● **PROBLEM TO WORK ON**
Could you print all the entries below exactly as they appear, omitting the pictures?

[[ MATERIAL TO PROCESS open ]]

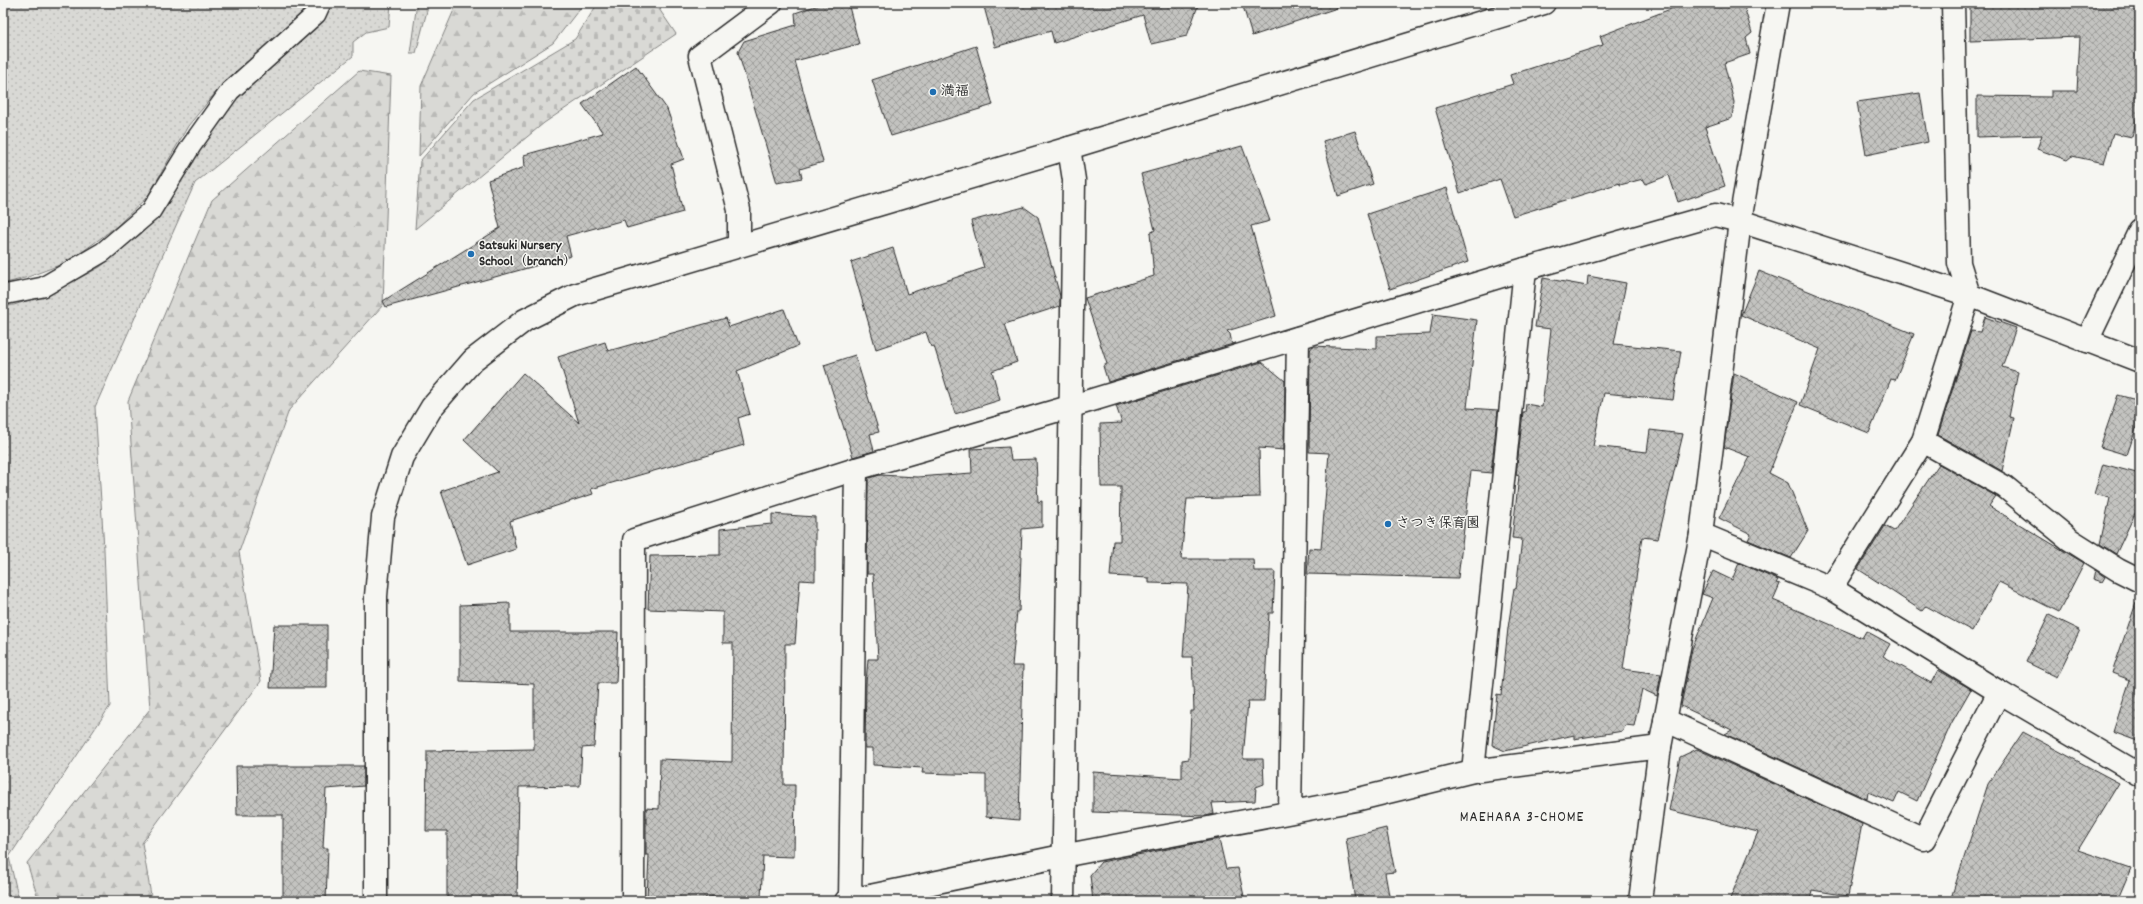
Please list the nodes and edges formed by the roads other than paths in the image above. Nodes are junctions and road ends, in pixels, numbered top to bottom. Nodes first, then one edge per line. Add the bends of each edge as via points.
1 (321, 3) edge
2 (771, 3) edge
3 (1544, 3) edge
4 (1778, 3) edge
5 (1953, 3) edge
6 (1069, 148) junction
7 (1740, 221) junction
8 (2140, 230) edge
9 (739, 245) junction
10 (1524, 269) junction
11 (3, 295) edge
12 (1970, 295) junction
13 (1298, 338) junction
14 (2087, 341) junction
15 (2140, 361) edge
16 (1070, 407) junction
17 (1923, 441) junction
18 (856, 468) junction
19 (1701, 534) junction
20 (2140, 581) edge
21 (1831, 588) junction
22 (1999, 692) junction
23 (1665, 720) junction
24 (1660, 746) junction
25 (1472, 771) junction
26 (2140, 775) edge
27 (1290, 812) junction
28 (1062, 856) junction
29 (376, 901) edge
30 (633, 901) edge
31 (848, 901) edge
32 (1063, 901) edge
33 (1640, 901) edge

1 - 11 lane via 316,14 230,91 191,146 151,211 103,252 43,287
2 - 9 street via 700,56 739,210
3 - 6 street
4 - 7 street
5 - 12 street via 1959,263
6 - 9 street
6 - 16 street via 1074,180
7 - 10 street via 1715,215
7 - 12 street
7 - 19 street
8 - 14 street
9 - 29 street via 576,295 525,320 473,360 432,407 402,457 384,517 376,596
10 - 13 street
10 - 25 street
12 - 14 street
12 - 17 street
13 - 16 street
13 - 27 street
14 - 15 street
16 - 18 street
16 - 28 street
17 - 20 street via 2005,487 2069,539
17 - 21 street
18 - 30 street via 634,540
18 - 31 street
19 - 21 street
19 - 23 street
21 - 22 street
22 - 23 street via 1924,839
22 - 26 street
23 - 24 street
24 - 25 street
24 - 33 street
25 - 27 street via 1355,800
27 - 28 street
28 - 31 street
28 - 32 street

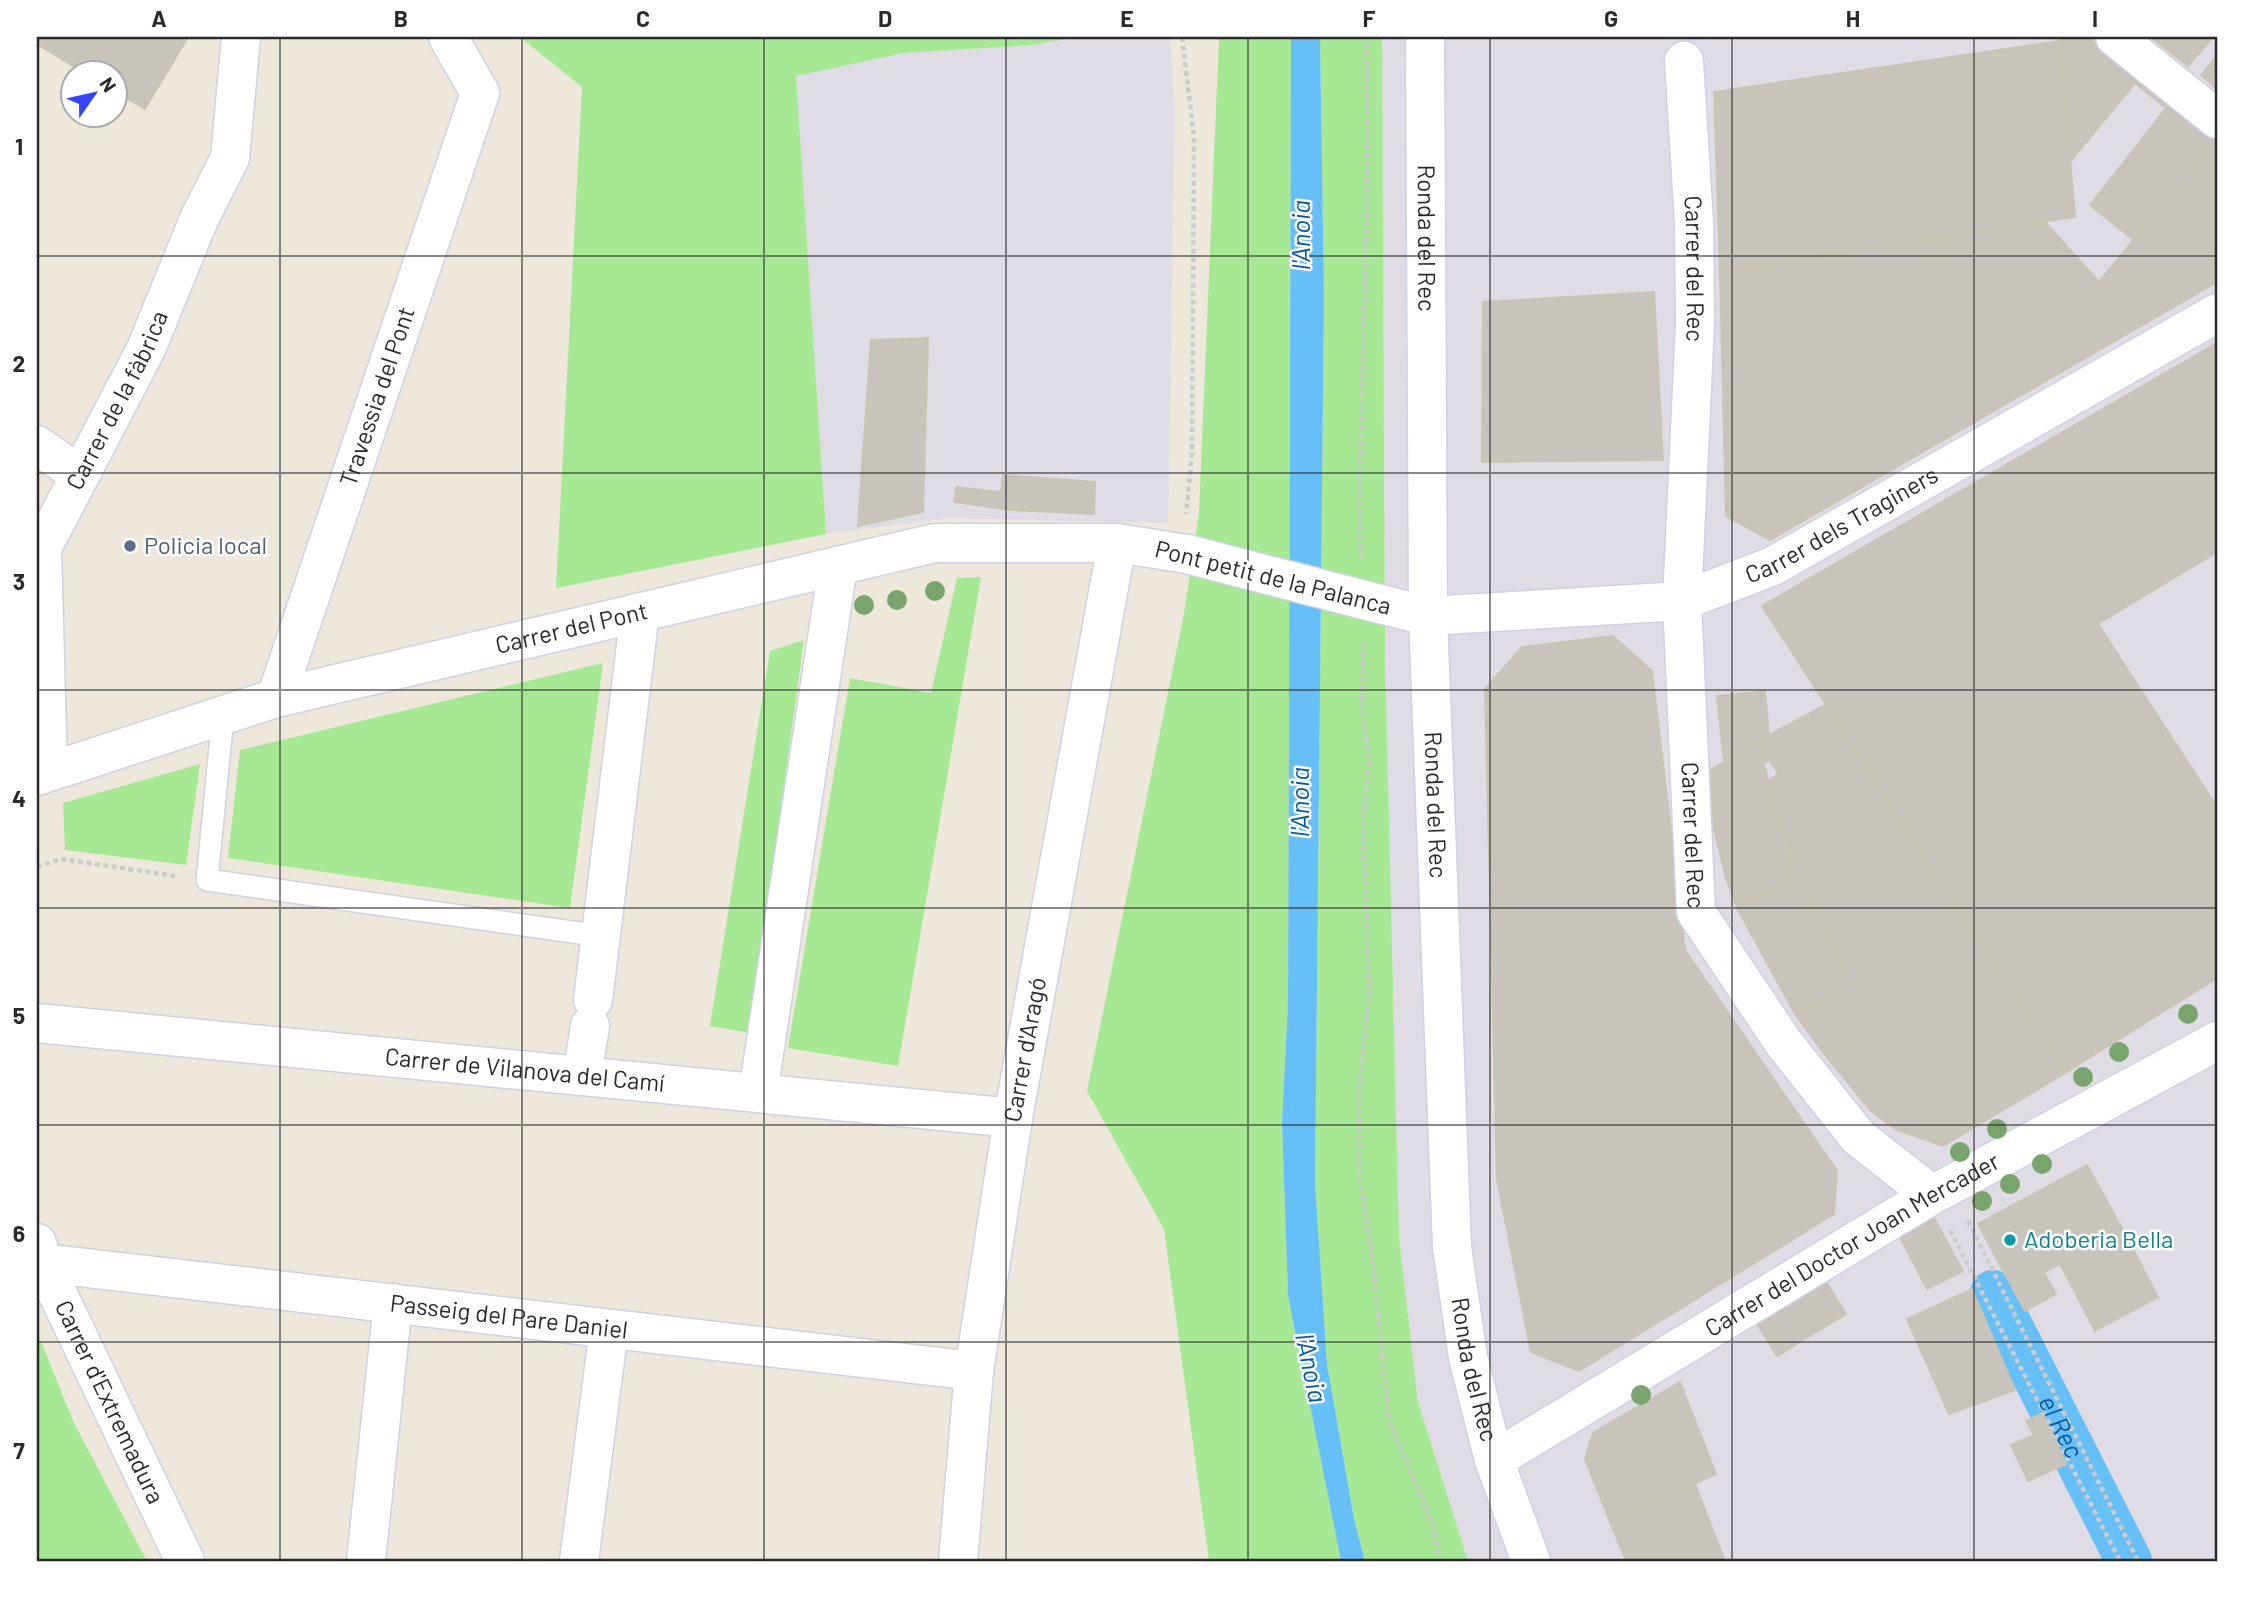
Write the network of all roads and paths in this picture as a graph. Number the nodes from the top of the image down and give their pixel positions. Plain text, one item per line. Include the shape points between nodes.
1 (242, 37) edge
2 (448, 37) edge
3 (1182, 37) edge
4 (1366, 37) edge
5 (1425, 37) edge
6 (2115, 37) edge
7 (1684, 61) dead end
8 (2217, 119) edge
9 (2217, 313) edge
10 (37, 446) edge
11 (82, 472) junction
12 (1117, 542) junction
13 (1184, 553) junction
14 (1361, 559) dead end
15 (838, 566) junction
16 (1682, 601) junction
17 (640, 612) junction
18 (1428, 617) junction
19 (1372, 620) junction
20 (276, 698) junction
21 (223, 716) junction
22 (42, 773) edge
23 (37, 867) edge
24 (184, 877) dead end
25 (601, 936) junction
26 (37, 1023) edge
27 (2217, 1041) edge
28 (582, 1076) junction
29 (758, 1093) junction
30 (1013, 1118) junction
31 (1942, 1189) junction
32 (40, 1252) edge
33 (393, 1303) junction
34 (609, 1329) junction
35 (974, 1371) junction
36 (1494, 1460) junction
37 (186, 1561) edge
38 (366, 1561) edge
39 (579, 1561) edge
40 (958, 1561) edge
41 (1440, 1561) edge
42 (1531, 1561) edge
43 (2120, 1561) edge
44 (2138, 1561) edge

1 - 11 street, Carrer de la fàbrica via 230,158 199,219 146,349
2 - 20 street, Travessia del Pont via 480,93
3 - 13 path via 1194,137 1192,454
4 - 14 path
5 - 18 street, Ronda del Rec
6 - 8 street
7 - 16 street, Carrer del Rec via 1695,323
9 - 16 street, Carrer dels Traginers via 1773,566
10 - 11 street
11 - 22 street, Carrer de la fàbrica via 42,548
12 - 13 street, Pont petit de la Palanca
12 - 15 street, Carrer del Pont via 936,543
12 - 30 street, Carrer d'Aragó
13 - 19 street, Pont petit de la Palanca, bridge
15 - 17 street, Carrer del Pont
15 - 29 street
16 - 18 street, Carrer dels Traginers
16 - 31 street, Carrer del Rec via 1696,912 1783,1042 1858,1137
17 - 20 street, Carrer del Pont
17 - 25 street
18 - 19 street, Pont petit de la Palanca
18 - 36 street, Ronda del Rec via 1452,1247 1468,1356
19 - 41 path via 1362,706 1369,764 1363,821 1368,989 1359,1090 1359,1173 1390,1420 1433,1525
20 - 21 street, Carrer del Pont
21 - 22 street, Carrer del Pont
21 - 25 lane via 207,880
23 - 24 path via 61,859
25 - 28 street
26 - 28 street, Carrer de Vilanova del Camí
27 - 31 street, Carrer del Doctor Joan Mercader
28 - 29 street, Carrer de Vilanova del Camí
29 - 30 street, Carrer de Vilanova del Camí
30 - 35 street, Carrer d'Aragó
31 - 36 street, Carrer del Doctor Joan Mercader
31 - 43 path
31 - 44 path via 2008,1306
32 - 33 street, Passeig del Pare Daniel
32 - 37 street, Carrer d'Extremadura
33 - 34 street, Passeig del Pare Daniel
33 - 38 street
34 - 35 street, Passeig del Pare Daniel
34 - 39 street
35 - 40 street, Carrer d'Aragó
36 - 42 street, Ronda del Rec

[[ MATERIAL TO PROCESS closed ]]

● **RESPONSE TO THE EXERCISE**
Please list the nodes and edges formed by the roads other than paths in the image above. Nodes are junctions and road ends, in pixels, numbered top to bottom. Nodes first, then one edge per line. Add the bends of each edge as via points.
1 (321, 3) edge
2 (771, 3) edge
3 (1544, 3) edge
4 (1778, 3) edge
5 (1953, 3) edge
6 (1069, 148) junction
7 (1740, 221) junction
8 (2140, 230) edge
9 (739, 245) junction
10 (1524, 269) junction
11 (3, 295) edge
12 (1970, 295) junction
13 (1298, 338) junction
14 (2087, 341) junction
15 (2140, 361) edge
16 (1070, 407) junction
17 (1923, 441) junction
18 (856, 468) junction
19 (1701, 534) junction
20 (2140, 581) edge
21 (1831, 588) junction
22 (1999, 692) junction
23 (1665, 720) junction
24 (1660, 746) junction
25 (1472, 771) junction
26 (2140, 775) edge
27 (1290, 812) junction
28 (1062, 856) junction
29 (376, 901) edge
30 (633, 901) edge
31 (848, 901) edge
32 (1063, 901) edge
33 (1640, 901) edge

1 - 11 lane via 316,14 230,91 191,146 151,211 103,252 43,287
2 - 9 street via 700,56 739,210
3 - 6 street
4 - 7 street
5 - 12 street via 1959,263
6 - 9 street
6 - 16 street via 1074,180
7 - 10 street via 1715,215
7 - 12 street
7 - 19 street
8 - 14 street
9 - 29 street via 576,295 525,320 473,360 432,407 402,457 384,517 376,596
10 - 13 street
10 - 25 street
12 - 14 street
12 - 17 street
13 - 16 street
13 - 27 street
14 - 15 street
16 - 18 street
16 - 28 street
17 - 20 street via 2005,487 2069,539
17 - 21 street
18 - 30 street via 634,540
18 - 31 street
19 - 21 street
19 - 23 street
21 - 22 street
22 - 23 street via 1924,839
22 - 26 street
23 - 24 street
24 - 25 street
24 - 33 street
25 - 27 street via 1355,800
27 - 28 street
28 - 31 street
28 - 32 street

Write the network of all roads and paths in this picture as a graph. Number the nodes from the top of the image down and give their pixel positions. Plain text, one item per line. Include the shape points between nodes.
1 (242, 37) edge
2 (448, 37) edge
3 (1182, 37) edge
4 (1366, 37) edge
5 (1425, 37) edge
6 (2115, 37) edge
7 (1684, 61) dead end
8 (2217, 119) edge
9 (2217, 313) edge
10 (37, 446) edge
11 (82, 472) junction
12 (1117, 542) junction
13 (1184, 553) junction
14 (1361, 559) dead end
15 (838, 566) junction
16 (1682, 601) junction
17 (640, 612) junction
18 (1428, 617) junction
19 (1372, 620) junction
20 (276, 698) junction
21 (223, 716) junction
22 (42, 773) edge
23 (37, 867) edge
24 (184, 877) dead end
25 (601, 936) junction
26 (37, 1023) edge
27 (2217, 1041) edge
28 (582, 1076) junction
29 (758, 1093) junction
30 (1013, 1118) junction
31 (1942, 1189) junction
32 (40, 1252) edge
33 (393, 1303) junction
34 (609, 1329) junction
35 (974, 1371) junction
36 (1494, 1460) junction
37 (186, 1561) edge
38 (366, 1561) edge
39 (579, 1561) edge
40 (958, 1561) edge
41 (1440, 1561) edge
42 (1531, 1561) edge
43 (2120, 1561) edge
44 (2138, 1561) edge

1 - 11 street, Carrer de la fàbrica via 230,158 199,219 146,349
2 - 20 street, Travessia del Pont via 480,93
3 - 13 path via 1194,137 1192,454
4 - 14 path
5 - 18 street, Ronda del Rec
6 - 8 street
7 - 16 street, Carrer del Rec via 1695,323
9 - 16 street, Carrer dels Traginers via 1773,566
10 - 11 street
11 - 22 street, Carrer de la fàbrica via 42,548
12 - 13 street, Pont petit de la Palanca
12 - 15 street, Carrer del Pont via 936,543
12 - 30 street, Carrer d'Aragó
13 - 19 street, Pont petit de la Palanca, bridge
15 - 17 street, Carrer del Pont
15 - 29 street
16 - 18 street, Carrer dels Traginers
16 - 31 street, Carrer del Rec via 1696,912 1783,1042 1858,1137
17 - 20 street, Carrer del Pont
17 - 25 street
18 - 19 street, Pont petit de la Palanca
18 - 36 street, Ronda del Rec via 1452,1247 1468,1356
19 - 41 path via 1362,706 1369,764 1363,821 1368,989 1359,1090 1359,1173 1390,1420 1433,1525
20 - 21 street, Carrer del Pont
21 - 22 street, Carrer del Pont
21 - 25 lane via 207,880
23 - 24 path via 61,859
25 - 28 street
26 - 28 street, Carrer de Vilanova del Camí
27 - 31 street, Carrer del Doctor Joan Mercader
28 - 29 street, Carrer de Vilanova del Camí
29 - 30 street, Carrer de Vilanova del Camí
30 - 35 street, Carrer d'Aragó
31 - 36 street, Carrer del Doctor Joan Mercader
31 - 43 path
31 - 44 path via 2008,1306
32 - 33 street, Passeig del Pare Daniel
32 - 37 street, Carrer d'Extremadura
33 - 34 street, Passeig del Pare Daniel
33 - 38 street
34 - 35 street, Passeig del Pare Daniel
34 - 39 street
35 - 40 street, Carrer d'Aragó
36 - 42 street, Ronda del Rec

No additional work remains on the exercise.